Saved data entries:

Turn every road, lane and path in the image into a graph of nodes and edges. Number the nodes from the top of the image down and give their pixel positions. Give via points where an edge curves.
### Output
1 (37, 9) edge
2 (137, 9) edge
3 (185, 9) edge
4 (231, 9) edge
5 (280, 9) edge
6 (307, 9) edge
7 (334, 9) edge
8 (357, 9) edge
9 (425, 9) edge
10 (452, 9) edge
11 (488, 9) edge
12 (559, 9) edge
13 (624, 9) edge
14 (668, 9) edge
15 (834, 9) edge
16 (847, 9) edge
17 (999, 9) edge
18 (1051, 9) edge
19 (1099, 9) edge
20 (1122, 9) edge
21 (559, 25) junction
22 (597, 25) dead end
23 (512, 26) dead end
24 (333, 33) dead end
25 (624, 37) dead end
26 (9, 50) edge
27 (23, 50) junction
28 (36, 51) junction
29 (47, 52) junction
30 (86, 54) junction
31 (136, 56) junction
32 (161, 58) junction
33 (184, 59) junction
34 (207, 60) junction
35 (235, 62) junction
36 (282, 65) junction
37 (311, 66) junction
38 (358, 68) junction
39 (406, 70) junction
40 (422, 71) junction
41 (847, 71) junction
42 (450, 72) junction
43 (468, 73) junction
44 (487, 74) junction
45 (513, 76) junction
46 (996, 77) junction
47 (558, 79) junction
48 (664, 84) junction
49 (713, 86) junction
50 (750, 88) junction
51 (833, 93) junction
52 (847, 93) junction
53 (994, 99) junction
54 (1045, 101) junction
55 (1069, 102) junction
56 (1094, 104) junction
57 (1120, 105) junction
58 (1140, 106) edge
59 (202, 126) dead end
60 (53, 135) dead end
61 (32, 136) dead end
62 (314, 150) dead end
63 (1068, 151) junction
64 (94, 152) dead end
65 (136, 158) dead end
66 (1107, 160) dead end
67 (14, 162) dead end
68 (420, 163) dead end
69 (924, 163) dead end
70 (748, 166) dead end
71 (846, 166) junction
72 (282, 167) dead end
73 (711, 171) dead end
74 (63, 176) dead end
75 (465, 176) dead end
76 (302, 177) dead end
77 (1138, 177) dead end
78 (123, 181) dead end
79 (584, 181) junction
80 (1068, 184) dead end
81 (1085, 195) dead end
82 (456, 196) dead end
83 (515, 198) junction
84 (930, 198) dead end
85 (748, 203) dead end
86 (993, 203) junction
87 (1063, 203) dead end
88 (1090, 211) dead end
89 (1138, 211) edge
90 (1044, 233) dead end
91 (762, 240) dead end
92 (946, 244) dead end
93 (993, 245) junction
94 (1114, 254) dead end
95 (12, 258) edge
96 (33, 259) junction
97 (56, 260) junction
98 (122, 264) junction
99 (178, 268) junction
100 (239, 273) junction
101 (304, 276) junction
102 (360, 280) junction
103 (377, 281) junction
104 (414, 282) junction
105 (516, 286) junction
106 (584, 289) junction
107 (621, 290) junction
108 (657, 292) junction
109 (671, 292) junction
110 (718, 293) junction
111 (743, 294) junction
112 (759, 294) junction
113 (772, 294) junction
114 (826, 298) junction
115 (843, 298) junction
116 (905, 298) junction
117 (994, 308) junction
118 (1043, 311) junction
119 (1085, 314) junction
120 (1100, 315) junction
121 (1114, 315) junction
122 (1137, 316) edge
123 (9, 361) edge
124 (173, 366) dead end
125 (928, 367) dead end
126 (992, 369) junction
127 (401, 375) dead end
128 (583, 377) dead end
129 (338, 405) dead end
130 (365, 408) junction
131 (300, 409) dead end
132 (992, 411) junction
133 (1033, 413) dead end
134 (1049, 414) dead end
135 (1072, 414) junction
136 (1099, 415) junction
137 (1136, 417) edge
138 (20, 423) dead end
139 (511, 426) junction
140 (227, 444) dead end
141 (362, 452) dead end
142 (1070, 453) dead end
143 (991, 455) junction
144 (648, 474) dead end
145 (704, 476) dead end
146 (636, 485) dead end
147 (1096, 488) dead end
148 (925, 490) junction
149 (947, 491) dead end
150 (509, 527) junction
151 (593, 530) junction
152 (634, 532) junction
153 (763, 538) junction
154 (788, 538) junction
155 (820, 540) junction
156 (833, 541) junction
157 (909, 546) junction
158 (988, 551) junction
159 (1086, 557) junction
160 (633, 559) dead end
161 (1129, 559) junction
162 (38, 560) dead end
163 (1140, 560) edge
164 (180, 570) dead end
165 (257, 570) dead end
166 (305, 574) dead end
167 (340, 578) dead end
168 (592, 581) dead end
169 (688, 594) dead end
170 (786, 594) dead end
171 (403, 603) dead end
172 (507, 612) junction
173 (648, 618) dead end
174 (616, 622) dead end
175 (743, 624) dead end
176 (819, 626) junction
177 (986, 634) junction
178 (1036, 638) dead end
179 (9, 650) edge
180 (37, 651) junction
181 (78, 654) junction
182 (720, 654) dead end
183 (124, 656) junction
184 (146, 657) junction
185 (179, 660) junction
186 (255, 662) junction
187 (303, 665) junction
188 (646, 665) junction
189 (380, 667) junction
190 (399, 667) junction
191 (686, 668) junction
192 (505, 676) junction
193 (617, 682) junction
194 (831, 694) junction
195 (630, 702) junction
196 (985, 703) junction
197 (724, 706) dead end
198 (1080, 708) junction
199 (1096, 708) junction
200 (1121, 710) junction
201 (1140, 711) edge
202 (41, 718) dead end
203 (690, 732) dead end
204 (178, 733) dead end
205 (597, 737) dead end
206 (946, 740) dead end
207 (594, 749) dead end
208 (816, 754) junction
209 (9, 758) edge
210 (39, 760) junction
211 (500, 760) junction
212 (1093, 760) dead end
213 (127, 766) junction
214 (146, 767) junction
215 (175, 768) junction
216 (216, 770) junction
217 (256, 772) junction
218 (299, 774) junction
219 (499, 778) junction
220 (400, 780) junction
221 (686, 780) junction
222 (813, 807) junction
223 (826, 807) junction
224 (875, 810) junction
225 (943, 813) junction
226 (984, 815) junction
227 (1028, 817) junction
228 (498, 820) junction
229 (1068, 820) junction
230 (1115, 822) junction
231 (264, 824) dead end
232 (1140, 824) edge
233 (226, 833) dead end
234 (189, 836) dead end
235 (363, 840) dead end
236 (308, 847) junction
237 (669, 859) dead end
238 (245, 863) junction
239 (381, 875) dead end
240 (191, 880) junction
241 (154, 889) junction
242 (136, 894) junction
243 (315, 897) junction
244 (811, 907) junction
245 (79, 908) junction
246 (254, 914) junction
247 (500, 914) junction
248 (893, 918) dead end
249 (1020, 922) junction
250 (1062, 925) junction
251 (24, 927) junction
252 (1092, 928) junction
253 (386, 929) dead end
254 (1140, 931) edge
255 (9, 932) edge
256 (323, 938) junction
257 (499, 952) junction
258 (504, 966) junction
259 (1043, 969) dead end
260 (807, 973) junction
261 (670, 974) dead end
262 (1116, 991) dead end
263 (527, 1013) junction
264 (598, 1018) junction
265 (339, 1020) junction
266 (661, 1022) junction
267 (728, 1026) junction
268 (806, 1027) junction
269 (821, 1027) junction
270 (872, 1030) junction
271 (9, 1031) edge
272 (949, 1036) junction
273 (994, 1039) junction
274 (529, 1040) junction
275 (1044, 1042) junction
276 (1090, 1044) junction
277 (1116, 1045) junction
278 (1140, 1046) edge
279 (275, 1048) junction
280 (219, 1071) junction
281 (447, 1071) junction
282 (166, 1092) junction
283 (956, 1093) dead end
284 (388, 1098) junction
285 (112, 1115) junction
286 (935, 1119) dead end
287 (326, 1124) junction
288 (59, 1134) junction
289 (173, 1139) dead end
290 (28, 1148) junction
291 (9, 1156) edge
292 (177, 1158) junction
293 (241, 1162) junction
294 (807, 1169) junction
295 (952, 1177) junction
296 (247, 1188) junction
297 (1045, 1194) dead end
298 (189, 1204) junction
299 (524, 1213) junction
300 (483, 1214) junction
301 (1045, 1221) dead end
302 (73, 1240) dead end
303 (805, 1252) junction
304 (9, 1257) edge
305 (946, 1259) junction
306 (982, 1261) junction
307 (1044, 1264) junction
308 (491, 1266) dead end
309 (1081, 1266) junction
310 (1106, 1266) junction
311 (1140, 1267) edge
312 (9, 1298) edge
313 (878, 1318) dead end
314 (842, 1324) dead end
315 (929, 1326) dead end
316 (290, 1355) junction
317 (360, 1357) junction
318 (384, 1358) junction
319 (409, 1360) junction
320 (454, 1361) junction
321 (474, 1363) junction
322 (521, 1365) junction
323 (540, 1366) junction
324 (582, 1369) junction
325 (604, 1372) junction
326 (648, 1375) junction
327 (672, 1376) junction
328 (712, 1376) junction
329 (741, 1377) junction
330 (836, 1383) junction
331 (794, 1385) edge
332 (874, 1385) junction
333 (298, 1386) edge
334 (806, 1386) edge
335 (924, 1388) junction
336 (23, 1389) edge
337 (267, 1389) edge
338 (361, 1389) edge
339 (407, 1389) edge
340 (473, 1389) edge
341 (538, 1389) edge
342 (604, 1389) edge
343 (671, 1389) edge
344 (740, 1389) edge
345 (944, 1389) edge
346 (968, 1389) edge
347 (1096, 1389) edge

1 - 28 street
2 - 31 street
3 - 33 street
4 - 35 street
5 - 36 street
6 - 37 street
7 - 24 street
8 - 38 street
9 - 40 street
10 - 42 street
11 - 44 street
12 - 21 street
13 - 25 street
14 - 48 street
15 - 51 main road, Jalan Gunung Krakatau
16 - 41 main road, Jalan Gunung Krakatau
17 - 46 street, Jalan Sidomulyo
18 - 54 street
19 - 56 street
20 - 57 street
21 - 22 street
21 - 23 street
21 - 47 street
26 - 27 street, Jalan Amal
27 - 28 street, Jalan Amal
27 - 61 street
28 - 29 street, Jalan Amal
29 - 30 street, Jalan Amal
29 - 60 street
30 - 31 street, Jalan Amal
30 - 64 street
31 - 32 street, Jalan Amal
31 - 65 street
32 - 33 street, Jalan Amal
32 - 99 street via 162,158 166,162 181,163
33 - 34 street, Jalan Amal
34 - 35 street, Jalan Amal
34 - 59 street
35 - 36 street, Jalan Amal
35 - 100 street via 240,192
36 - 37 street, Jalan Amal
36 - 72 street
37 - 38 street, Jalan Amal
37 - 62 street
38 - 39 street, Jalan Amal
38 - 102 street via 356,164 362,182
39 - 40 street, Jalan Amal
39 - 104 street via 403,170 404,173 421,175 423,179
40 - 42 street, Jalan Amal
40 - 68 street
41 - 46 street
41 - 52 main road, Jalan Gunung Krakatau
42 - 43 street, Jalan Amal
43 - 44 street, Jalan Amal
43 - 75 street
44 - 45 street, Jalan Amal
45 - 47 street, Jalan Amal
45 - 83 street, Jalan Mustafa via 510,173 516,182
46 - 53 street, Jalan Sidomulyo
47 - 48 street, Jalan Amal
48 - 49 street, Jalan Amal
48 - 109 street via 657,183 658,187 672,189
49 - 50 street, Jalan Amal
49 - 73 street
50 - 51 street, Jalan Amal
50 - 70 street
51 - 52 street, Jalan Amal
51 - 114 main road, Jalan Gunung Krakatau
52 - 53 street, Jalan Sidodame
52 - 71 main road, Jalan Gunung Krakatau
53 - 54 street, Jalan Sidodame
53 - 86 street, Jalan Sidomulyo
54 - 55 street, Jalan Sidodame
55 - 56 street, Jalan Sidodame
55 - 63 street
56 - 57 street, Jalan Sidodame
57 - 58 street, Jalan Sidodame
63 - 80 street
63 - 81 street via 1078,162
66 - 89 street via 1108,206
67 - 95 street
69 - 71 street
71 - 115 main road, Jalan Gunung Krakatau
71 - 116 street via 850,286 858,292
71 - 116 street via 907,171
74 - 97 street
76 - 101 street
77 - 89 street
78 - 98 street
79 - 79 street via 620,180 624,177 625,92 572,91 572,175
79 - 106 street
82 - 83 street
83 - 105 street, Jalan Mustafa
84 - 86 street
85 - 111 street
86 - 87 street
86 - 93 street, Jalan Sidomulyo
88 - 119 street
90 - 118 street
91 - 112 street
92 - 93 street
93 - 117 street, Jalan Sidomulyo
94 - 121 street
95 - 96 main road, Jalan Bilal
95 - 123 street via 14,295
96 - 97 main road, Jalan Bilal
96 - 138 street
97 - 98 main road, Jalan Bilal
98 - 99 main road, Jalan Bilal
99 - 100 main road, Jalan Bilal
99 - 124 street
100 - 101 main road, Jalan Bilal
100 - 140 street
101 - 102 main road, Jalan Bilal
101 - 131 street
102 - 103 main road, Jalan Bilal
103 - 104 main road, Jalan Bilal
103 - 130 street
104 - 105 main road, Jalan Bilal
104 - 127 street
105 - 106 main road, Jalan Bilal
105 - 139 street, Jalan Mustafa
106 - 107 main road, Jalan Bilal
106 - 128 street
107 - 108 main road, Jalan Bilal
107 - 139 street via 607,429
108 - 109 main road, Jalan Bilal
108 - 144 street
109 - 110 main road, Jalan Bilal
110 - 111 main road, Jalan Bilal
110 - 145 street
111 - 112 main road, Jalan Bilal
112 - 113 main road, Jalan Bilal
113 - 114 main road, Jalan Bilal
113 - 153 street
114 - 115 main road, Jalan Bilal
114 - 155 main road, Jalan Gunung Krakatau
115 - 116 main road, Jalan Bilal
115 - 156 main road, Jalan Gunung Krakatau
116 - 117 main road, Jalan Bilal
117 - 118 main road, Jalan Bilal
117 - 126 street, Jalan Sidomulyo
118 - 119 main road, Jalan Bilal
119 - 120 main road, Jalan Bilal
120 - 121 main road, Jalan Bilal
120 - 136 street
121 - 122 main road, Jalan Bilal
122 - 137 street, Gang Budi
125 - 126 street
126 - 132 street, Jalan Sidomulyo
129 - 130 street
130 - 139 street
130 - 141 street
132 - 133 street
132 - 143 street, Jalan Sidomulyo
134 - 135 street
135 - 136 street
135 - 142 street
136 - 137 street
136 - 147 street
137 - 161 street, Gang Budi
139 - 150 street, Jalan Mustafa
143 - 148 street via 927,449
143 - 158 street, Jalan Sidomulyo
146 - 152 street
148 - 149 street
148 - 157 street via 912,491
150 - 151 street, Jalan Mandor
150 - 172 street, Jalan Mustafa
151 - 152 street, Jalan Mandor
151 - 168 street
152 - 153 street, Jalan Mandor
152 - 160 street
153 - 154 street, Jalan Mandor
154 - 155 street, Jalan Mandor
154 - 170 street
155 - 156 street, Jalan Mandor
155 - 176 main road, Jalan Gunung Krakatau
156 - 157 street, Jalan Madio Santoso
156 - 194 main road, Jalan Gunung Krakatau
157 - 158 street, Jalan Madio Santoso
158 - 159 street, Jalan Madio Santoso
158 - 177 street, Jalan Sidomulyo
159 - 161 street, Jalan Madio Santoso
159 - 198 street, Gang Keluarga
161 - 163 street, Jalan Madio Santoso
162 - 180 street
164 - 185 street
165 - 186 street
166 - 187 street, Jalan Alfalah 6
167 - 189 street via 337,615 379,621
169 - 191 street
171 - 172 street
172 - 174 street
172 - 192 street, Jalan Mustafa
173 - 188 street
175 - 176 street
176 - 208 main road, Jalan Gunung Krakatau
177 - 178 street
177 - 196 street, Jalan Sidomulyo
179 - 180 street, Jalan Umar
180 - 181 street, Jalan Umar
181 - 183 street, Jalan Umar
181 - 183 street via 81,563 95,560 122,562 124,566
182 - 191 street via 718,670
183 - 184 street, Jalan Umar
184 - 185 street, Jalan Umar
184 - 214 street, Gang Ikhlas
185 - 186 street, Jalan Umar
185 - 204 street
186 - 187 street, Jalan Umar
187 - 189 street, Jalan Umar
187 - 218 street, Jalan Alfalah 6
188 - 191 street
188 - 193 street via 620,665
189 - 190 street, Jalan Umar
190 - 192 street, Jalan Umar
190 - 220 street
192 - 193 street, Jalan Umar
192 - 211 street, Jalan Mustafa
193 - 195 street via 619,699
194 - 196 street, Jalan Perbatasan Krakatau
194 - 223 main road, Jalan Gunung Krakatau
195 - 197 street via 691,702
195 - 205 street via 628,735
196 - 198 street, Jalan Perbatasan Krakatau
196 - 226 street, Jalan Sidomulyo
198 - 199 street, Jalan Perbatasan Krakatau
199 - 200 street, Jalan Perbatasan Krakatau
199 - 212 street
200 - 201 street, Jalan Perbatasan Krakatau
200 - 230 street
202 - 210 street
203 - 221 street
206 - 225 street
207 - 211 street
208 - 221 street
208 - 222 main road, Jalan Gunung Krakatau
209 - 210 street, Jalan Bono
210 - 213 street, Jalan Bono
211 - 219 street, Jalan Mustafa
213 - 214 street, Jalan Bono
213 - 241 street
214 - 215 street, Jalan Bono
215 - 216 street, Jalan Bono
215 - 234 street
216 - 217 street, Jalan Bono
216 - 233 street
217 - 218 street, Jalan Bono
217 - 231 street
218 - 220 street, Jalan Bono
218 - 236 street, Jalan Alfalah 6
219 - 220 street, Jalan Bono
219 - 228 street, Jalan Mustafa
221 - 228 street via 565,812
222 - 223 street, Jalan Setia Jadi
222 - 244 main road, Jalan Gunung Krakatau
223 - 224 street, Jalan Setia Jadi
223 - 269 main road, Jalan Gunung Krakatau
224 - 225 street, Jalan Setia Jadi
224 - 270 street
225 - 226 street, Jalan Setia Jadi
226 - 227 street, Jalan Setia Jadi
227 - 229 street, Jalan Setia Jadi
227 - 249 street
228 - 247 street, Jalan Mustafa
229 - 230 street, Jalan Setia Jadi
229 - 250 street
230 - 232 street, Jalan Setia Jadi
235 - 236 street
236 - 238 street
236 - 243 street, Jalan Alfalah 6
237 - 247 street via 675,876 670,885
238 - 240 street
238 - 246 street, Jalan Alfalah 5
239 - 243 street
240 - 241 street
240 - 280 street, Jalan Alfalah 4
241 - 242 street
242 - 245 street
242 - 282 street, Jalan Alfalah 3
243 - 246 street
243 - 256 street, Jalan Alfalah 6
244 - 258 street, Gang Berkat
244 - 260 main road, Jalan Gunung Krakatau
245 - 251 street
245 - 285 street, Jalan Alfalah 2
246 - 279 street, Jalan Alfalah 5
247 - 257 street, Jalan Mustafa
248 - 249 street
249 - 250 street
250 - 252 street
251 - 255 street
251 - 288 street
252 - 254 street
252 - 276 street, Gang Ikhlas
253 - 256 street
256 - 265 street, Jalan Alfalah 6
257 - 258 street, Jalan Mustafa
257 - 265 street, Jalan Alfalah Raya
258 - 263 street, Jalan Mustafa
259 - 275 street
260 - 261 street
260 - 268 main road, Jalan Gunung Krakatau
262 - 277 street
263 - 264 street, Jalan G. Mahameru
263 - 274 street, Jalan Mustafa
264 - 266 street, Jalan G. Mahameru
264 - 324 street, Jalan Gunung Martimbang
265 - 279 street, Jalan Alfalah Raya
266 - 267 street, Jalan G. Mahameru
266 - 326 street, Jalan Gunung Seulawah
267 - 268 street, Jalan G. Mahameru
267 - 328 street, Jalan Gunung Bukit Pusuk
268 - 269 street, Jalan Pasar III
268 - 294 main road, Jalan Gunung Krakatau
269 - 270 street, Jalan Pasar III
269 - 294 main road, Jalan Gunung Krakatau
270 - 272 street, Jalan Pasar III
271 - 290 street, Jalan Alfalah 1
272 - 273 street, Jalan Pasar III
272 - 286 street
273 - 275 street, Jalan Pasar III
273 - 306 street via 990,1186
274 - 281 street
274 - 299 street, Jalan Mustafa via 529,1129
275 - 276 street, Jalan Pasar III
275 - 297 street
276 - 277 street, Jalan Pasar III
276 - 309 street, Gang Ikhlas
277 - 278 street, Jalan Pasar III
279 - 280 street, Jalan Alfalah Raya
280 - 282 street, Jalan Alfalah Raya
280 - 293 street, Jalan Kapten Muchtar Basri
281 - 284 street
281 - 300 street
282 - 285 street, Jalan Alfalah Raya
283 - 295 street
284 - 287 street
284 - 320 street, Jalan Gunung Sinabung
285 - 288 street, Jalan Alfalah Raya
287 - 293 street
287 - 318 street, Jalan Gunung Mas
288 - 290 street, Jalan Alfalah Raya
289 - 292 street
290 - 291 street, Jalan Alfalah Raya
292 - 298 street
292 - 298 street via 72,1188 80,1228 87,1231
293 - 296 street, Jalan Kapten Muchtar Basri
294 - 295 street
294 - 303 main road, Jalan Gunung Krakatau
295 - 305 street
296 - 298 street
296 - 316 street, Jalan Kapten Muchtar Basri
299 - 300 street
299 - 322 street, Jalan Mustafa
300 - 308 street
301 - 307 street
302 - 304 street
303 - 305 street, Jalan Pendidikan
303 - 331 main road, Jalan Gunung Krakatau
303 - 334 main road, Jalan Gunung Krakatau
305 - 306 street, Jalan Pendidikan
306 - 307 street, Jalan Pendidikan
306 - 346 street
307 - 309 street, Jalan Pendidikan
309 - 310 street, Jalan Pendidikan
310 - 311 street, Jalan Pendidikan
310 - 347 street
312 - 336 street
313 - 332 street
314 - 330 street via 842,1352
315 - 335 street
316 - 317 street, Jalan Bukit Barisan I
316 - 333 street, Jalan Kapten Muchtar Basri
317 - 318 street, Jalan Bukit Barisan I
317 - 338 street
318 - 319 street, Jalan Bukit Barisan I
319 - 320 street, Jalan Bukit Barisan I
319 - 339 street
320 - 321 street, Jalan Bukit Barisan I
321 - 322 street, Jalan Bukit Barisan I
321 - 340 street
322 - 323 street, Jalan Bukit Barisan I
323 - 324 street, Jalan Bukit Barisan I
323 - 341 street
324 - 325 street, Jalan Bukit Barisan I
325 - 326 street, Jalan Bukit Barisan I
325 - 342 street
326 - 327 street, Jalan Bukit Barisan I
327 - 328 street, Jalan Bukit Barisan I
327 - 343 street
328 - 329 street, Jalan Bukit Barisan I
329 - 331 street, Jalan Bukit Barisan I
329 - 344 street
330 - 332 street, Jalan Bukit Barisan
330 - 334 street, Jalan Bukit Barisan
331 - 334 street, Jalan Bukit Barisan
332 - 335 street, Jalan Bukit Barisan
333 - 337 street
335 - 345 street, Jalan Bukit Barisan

Description of the task: Pick each line holding the word "Gang" out of the data and copy it.

Problem solution:
122 - 137 street, Gang Budi
137 - 161 street, Gang Budi
159 - 198 street, Gang Keluarga
184 - 214 street, Gang Ikhlas
244 - 258 street, Gang Berkat
252 - 276 street, Gang Ikhlas
276 - 309 street, Gang Ikhlas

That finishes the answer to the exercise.